Usually one expects later versions to have improvements over their predecessors, but one can't always "bank" on this in lens optics.

So among the 50mm FLE Distagon; 120mm Makro-Planar; 150mm Sonar; 180mm Sonar; 250mm Sonar CF lenses, did any of these obtain noticeable (visible) imaging improvements (yes, a relative concept but here I refer to worthwhile, user noticeable improvements)?

Has anyone here ever felt compelled to "upgrade" froma CF version to a CFe/i version?

I am well aware of the main "non-optical" differences, but also wonder if users see "real" substantial benefits from these enhancements as well as any optical enhancements?

I'd be very interested to know, especially if I'm considering adding a lens to my kit.

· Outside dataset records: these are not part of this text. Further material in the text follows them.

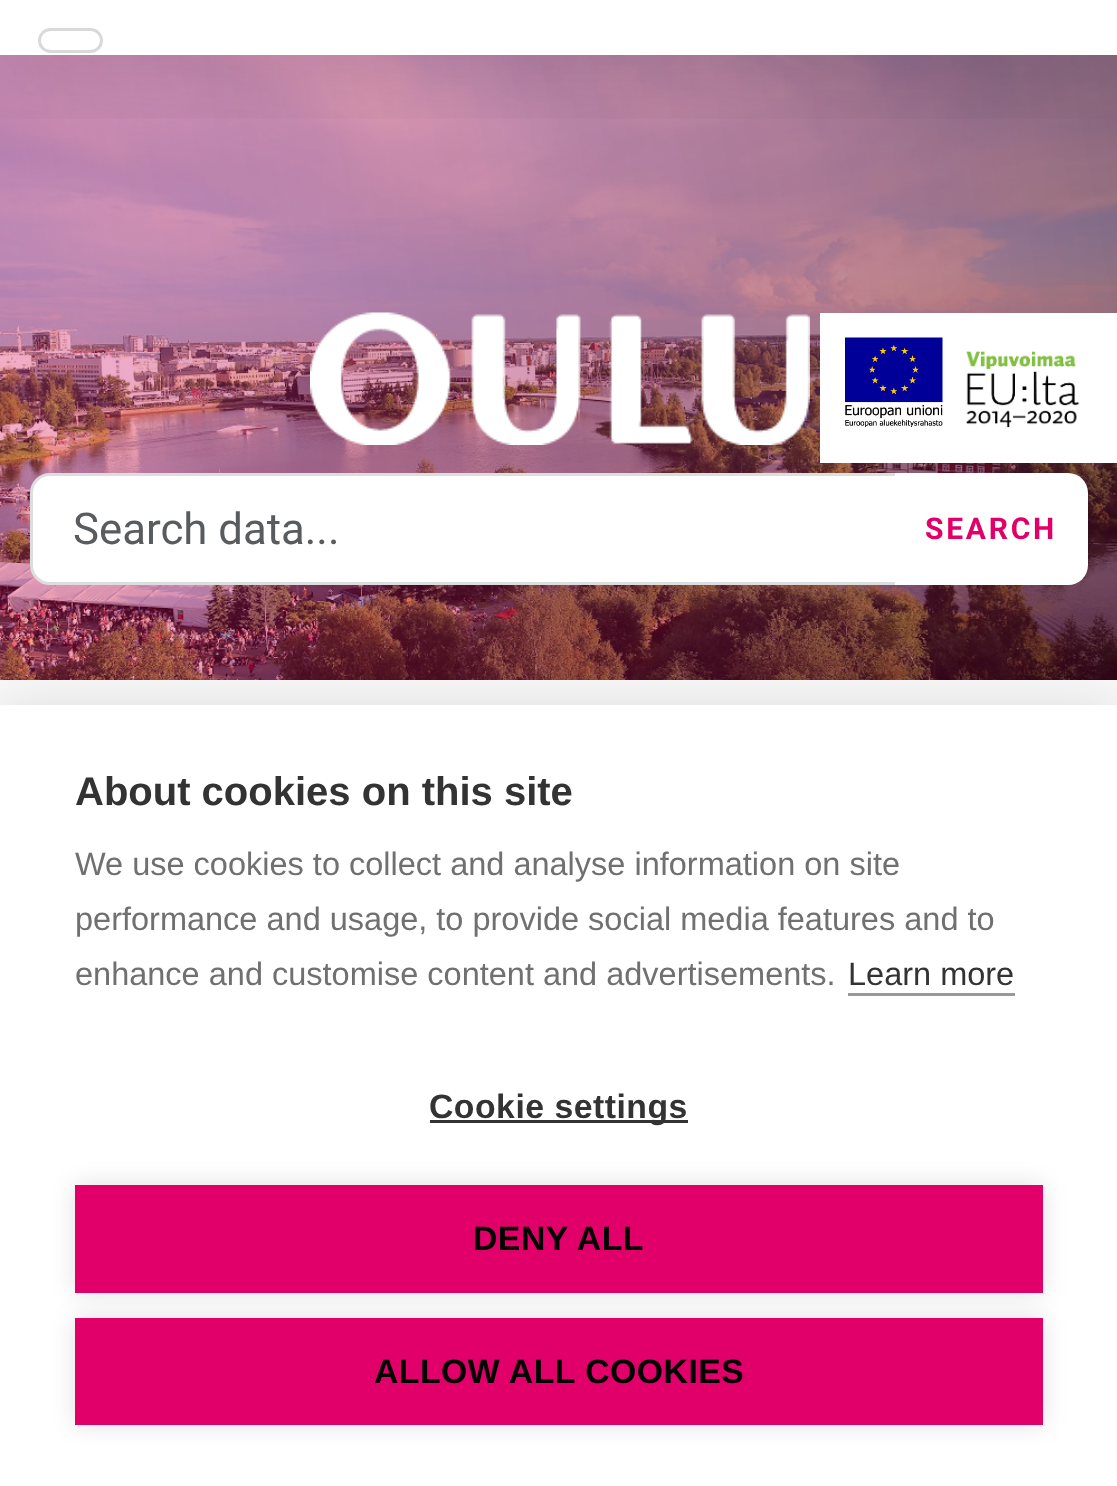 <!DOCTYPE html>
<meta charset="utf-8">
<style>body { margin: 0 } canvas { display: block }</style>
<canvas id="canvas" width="1117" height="1486"></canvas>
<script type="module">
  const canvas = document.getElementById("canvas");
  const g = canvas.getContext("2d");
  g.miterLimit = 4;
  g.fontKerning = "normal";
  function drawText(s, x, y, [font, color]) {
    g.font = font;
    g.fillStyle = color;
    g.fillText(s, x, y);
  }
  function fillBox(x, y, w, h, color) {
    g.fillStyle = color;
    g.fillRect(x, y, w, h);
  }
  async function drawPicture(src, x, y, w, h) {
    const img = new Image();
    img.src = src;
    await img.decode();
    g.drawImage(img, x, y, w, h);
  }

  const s1 = ["43.75px Roboto", "#595C5F"];
  const s2 = ["bold 30px Roboto", "#E10069"];
  const s3 = ["bold 40px Liberation Sans", "#333333"];
  const s4 = ["32.5px Liberation Sans", "#707070"];
  const s5 = ["32.5px Liberation Sans", "#333333"];
  const s6 = ["bold 33.75px Liberation Sans", "#333333"];
  const s7 = ["bold 33.75px Liberation Sans", "#030303"];

  fillBox(0, 0, 1117, 1486, "#FFFFFF");
  await drawPicture("pic4.png", 0, 55, 1117, 625);
  g.save();
  g.beginPath();
  g.rect(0, 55, 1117, 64);
  g.clip();
  g.fillStyle = "rgba(0, 0, 0, 0.2)";
  g.filter = "blur(50px)";
  g.beginPath();
  g.rect(0, 3, 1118, 55);
  g.fill();
  g.filter = "none";
  g.restore();
  g.beginPath();
  g.roundRect(39.5, 29.5, 62, 22, 11);
  g.strokeStyle = "#D9D9D9";
  g.lineWidth = 3;
  g.stroke();
  await drawPicture("pic1.png", 310, 312, 500, 133);
  fillBox(820, 313, 297, 150, "#FFFFFF");
  await drawPicture("pic2.png", 845, 337, 98, 90);
  await drawPicture("pic3.png", 966, 351, 114, 77);
  g.beginPath();
  g.roundRect(31.5, 474.5, 865, 109, [18.5, 0, 0, 18.5]);
  g.fill();
  g.strokeStyle = "#DDDDDD";
  g.stroke();
  drawText("Search data...", 73, 544, s1);
  g.fillStyle = "#FFFFFF";
  g.beginPath();
  g.roundRect(895, 473, 193, 112, [0, 20, 20, 0]);
  g.fill();
  g.letterSpacing = "2.75px";
  drawText("SEARCH", 925, 539, s2);
  fillBox(0, 680, 1117, 25, "#F8F8F8");
  g.fillStyle = "rgba(0, 0, 0, 0.1)";
  g.filter = "blur(25px)";
  g.beginPath();
  g.rect(0, 705, 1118, 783);
  g.fill();
  g.filter = "none";
  fillBox(0, 705, 1117, 781, "#FFFFFF");
  g.letterSpacing = "0px";
  drawText("About cookies on this site", 75, 805, s3);
  drawText("We use cookies to collect and analyse information on site", 75, 875, s4);
  drawText("performance and usage, to provide social media features and to", 75, 930, s4);
  drawText("enhance and customise content and advertisements.", 75, 985, s4);
  drawText("Learn more", 848, 985, s5);
  fillBox(848, 993, 167, 3, "#999999");
  fillBox(430, 1120, 258, 3, "#333333");
  g.letterSpacing = "0.5px";
  drawText("Cookie settings", 429, 1118, s6);
  g.fillStyle = "rgba(0, 0, 0, 0.12)";
  g.filter = "blur(12.5px)";
  g.beginPath();
  g.rect(75, 1185, 968, 108);
  g.fill();
  g.filter = "none";
  fillBox(75, 1185, 968, 108, "#E10069");
  drawText("DENY ALL", 473, 1250, s7);
  g.fillStyle = "rgba(0, 0, 0, 0.12)";
  g.filter = "blur(12.5px)";
  g.beginPath();
  g.rect(75, 1318, 968, 107);
  g.fill();
  g.filter = "none";
  fillBox(75, 1318, 968, 107, "#E10069");
  drawText("ALLOW ALL COOKIES", 374, 1383, s7);
</script>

Two years ago I replaced a1974 C version of the 150 with a new CFE 180. The difference is quite noticable The new CFE 180 is the sharpest lens I have ever worked with. Last fall I took a picture of Mountain Le Conte in the Great Smoky Mountains National Park from the tower on top of CLingman's Dome. On an 8 x10 inch print I could see individual lims on dead treas 7 miles away. Milage measured from may in straight line. The old 150 was a great lens and I gave it to my son.

James A. Bryant

The short answer is: no.
Most lenses have not changed since they were first produced.
The changes that were made are well-known, and were advertised (new designs -> new names, like your FLE 50 mm). Plus there was one not so well-advertised change (f/2 110 mm. Rear group first two separate elements, now cemented. Noone can tell the difference...

The only 'optical' difference is in the coating (and perhaps baffling in the mount).
But telling the difference between shots made with an old single coated 150 mm Sonnar and and new CFi super-baffled, multicoated 150 mm Sonnar is quite a task.
Thanks James, but my question is specifically about a direct comparison between same focal lengths.

I have the CF 180mm and find it a wonderfully sharp lens resolving super fine detail to a very high standard, just as you have found the CFi 180mm.

Qnu, thanks. I suppose your comment is the suspicion I held. That is, while all "new generation" CFe/i focal lengths benefit from new interior coatings and enhanced mounts etc.; only some focal lengths had a specific glass or coating change and optically it is a very difficult task to pick up optical performance benefits.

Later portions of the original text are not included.